— Items from a dataset —
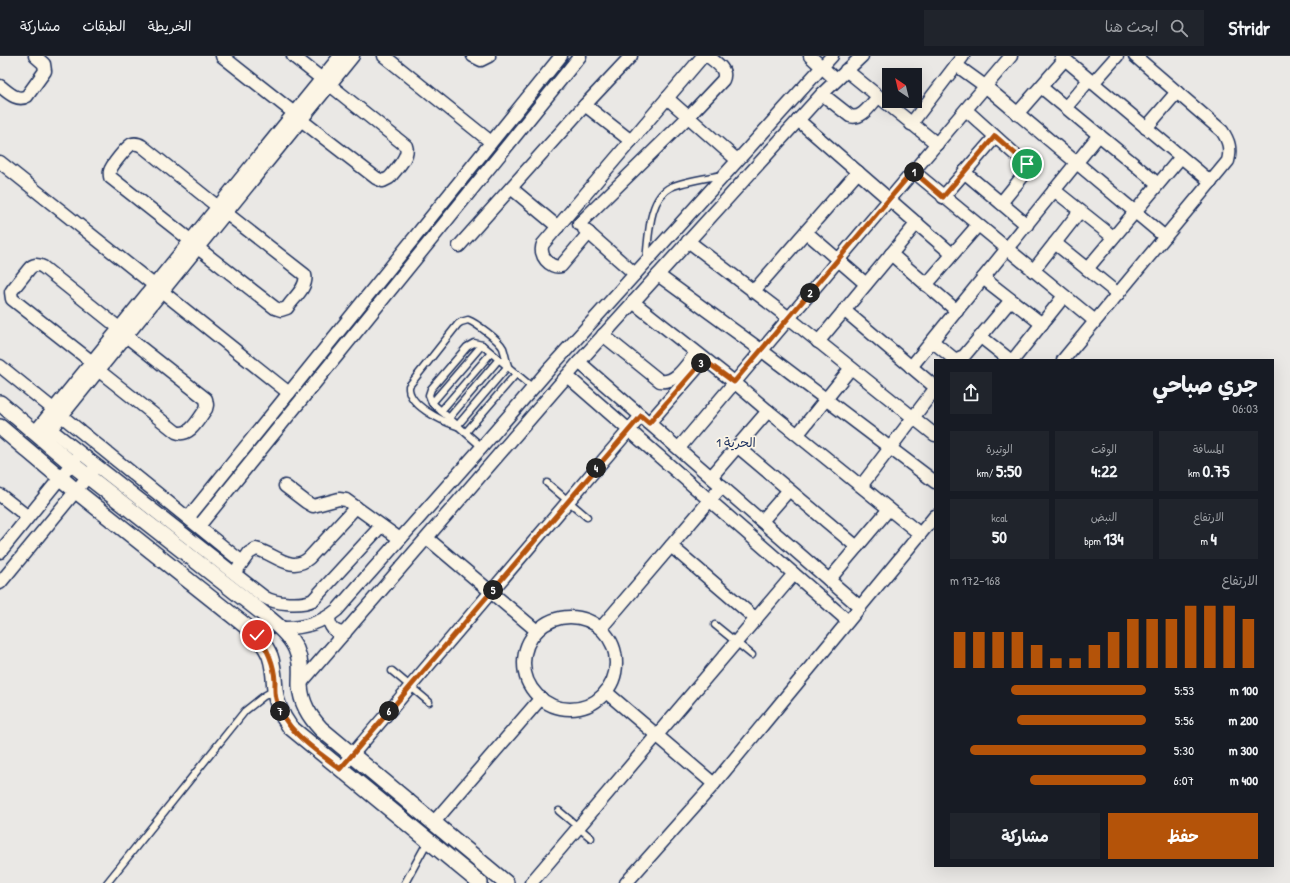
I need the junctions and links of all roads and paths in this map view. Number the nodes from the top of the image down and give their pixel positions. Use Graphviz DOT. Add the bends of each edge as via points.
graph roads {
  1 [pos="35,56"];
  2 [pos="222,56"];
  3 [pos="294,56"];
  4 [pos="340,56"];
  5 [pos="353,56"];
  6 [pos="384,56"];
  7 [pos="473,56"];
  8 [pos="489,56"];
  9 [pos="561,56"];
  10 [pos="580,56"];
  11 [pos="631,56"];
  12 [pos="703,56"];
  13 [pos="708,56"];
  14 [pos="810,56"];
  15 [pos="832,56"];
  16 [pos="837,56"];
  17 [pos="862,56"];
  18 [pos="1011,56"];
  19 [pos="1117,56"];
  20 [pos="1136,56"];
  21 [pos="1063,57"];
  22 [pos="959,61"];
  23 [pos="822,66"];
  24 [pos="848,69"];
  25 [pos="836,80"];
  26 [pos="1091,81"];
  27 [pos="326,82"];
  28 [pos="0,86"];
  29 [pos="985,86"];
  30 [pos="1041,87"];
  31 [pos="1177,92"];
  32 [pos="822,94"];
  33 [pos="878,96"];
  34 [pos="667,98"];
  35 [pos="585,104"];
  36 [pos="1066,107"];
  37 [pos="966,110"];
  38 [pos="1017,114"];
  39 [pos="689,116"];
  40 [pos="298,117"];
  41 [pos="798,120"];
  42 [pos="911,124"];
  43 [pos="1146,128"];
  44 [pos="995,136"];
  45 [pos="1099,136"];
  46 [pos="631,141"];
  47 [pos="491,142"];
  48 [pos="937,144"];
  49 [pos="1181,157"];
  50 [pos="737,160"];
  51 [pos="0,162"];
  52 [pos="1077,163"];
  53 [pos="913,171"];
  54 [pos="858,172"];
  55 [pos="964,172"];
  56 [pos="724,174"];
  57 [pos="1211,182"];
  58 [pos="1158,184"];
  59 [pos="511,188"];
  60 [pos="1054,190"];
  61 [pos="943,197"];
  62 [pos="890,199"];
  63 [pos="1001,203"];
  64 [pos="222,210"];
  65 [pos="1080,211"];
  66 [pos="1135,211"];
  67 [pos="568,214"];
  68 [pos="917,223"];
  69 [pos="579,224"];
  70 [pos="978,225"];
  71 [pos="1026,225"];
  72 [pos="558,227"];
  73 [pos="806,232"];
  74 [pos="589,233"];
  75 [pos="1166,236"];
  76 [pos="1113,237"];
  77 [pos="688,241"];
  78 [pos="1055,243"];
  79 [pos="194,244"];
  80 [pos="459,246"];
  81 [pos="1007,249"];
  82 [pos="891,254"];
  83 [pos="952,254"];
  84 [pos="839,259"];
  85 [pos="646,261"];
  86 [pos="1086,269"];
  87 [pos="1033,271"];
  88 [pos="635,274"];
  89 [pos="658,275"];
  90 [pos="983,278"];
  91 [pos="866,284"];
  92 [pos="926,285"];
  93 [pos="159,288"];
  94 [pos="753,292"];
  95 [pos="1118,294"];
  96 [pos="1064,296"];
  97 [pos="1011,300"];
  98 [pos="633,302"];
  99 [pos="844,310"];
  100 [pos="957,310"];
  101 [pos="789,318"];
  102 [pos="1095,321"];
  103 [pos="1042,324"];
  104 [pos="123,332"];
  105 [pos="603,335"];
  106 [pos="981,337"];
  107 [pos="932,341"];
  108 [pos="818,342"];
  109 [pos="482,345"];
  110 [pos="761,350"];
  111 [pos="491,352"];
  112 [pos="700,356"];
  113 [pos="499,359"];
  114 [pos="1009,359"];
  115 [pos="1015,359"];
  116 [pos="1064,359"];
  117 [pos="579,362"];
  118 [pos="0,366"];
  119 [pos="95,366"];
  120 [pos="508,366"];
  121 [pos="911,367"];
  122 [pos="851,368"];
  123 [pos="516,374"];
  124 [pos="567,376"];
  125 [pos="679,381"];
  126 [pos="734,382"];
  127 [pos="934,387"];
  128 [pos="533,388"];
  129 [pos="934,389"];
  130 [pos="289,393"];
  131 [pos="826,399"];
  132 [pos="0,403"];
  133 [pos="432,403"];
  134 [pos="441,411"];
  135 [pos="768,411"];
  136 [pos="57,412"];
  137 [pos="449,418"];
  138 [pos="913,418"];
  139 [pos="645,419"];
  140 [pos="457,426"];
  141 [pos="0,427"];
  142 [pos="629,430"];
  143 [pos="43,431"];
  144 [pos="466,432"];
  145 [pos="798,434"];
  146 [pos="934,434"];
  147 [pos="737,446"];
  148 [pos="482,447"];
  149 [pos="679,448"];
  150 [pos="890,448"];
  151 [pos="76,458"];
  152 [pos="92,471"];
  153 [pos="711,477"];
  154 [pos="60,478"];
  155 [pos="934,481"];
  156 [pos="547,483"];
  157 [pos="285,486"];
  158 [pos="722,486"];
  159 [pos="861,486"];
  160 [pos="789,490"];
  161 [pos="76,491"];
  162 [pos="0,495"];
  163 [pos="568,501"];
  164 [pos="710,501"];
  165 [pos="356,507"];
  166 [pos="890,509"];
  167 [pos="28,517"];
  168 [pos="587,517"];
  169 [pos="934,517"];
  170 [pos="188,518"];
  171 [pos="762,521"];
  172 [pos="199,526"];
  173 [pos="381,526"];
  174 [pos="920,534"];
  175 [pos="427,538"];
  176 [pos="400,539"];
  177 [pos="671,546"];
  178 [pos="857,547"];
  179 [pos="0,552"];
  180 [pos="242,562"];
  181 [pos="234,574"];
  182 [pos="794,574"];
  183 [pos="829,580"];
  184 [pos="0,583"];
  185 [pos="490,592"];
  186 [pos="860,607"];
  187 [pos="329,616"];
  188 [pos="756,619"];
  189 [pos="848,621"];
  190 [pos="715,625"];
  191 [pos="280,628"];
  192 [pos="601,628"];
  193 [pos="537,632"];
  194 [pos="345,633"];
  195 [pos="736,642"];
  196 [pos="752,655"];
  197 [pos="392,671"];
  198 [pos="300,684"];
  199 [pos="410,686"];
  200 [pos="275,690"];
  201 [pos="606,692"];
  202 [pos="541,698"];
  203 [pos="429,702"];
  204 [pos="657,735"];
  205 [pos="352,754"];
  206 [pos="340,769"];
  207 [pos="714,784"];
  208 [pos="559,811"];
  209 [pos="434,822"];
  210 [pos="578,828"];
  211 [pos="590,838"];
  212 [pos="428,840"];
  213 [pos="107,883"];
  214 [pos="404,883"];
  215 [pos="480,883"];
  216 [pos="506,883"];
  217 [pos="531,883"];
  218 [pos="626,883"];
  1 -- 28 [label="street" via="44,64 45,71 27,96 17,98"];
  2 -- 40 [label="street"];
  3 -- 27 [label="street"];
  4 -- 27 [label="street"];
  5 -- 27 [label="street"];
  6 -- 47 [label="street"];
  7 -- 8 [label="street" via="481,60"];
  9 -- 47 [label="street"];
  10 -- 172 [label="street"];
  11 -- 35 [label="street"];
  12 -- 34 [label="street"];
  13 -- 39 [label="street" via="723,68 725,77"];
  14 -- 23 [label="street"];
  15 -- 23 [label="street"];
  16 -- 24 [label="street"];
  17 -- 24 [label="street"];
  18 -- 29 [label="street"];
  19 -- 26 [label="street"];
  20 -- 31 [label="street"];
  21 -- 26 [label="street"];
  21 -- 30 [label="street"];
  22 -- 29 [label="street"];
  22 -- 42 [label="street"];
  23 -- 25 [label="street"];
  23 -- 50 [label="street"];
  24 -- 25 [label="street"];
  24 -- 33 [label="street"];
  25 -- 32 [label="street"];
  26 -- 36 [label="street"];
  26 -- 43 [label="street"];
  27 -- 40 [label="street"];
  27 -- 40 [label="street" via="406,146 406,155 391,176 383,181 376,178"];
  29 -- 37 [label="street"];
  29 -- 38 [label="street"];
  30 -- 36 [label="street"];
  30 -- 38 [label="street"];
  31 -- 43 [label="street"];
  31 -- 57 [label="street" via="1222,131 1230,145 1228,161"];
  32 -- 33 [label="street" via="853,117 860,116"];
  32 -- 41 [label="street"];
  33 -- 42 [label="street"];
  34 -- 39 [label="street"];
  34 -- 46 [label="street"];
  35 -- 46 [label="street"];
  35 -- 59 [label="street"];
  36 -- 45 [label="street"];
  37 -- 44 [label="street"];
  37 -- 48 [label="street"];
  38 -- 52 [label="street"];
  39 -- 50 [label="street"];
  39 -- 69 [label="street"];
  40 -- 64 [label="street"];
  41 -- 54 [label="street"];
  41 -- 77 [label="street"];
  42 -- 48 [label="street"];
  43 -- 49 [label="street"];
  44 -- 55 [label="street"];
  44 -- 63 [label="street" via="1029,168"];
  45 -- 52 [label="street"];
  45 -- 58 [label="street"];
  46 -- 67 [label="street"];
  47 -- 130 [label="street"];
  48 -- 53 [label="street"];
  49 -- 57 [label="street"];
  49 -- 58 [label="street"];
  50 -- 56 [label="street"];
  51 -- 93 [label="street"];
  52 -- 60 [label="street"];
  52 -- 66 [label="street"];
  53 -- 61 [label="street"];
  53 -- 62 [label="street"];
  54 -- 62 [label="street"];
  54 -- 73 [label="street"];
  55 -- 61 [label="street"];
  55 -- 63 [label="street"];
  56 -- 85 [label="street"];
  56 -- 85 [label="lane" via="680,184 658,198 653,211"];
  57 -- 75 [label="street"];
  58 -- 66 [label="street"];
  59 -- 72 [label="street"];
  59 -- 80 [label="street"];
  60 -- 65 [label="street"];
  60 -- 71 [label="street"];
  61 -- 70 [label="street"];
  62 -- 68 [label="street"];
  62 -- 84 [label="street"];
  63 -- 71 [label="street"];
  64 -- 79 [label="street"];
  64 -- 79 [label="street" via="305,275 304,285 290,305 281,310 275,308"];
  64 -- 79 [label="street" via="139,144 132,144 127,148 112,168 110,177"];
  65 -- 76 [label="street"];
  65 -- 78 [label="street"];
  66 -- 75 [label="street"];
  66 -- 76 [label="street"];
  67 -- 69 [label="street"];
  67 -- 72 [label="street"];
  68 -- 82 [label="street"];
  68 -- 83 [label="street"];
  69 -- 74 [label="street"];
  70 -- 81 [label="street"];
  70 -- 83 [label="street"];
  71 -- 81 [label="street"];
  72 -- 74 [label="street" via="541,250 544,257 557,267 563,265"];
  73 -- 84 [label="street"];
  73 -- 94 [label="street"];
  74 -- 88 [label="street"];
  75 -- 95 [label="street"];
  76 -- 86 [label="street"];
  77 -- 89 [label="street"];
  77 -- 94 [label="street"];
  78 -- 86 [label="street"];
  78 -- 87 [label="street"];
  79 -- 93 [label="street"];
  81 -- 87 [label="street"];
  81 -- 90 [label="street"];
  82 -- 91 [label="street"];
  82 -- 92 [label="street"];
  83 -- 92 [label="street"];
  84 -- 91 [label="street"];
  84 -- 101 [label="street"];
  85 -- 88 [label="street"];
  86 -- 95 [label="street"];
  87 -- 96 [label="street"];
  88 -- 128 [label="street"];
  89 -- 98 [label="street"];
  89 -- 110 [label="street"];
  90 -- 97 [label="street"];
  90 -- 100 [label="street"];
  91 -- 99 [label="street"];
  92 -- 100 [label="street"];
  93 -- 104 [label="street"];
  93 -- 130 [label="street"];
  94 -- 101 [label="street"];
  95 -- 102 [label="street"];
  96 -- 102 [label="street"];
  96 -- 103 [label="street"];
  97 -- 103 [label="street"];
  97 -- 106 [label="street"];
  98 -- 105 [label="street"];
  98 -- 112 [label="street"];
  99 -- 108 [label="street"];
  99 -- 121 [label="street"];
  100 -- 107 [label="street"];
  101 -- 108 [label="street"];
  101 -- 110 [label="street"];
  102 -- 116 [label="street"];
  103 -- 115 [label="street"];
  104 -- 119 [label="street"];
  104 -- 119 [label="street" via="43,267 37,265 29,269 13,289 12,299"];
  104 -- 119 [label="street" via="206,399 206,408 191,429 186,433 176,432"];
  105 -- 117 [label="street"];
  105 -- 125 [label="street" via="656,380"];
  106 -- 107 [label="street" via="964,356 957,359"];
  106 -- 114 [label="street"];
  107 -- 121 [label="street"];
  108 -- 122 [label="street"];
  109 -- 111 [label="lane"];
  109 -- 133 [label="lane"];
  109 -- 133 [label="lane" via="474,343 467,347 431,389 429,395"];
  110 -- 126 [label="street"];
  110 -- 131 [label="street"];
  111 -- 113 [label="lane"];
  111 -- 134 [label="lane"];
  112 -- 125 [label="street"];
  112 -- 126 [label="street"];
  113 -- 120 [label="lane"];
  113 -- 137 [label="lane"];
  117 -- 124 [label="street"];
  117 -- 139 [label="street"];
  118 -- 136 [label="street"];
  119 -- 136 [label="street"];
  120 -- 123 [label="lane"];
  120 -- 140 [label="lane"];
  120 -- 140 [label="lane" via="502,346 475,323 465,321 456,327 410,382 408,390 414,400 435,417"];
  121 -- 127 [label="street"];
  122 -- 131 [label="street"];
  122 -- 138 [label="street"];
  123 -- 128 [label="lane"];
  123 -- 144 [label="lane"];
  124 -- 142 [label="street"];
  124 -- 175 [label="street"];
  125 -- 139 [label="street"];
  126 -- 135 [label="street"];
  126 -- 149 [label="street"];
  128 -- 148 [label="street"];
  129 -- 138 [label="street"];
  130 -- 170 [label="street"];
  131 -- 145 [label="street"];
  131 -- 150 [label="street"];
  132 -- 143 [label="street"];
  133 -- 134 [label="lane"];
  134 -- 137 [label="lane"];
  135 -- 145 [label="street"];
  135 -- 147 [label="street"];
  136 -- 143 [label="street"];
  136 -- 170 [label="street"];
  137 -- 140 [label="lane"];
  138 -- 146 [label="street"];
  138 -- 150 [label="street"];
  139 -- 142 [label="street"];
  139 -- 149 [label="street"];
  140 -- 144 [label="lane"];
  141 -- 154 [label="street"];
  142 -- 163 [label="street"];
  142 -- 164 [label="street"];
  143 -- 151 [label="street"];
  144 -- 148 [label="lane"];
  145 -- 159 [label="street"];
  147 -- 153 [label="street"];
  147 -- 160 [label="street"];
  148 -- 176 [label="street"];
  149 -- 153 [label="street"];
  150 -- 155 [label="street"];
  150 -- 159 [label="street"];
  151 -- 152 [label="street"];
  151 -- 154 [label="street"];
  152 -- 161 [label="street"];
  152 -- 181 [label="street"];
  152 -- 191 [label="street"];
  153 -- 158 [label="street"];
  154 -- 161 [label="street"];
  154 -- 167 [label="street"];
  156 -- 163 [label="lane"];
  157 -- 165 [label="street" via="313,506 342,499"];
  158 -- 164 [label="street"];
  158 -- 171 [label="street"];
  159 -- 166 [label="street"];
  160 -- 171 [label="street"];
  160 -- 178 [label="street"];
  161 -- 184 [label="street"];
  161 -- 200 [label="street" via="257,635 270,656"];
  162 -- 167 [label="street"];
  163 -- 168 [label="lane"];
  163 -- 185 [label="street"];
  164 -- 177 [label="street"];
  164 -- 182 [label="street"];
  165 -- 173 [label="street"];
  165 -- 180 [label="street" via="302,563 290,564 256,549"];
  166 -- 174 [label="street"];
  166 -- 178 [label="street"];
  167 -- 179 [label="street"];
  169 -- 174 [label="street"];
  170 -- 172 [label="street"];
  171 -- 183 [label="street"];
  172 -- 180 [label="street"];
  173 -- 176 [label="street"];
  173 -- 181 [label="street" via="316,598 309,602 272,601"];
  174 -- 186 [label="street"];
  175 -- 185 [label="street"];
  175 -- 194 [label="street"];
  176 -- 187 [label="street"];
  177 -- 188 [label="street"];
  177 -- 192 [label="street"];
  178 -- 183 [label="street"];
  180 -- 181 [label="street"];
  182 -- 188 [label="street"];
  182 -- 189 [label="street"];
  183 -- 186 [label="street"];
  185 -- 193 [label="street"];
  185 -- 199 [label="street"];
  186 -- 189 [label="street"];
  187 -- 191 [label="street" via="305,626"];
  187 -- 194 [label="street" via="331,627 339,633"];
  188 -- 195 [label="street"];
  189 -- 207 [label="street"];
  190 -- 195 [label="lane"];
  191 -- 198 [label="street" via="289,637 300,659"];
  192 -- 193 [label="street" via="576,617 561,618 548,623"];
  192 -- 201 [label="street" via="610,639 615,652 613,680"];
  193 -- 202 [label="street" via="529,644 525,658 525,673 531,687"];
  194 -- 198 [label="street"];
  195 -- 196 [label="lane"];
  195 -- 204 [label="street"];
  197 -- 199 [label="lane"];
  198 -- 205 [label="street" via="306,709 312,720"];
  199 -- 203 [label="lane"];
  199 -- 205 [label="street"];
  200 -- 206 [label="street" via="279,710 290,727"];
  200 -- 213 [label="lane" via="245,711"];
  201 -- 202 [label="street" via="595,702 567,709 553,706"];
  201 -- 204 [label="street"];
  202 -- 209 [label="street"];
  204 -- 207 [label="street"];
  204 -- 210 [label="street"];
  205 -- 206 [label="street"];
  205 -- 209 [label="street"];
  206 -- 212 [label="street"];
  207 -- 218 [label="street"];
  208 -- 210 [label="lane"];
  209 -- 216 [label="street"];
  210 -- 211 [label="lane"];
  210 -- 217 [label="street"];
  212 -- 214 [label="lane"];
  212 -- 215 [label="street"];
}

— YOUR OBJECTIVE —
For each line in the records that contains the word "roads", make a copy.

— FINISHED EXERCISE —
I need the junctions and links of all roads and paths in this map view. Number the nodes from the top of the image down and give their pixel positions. Use Graphviz DOT. Add the bends of each edge as via points.
graph roads {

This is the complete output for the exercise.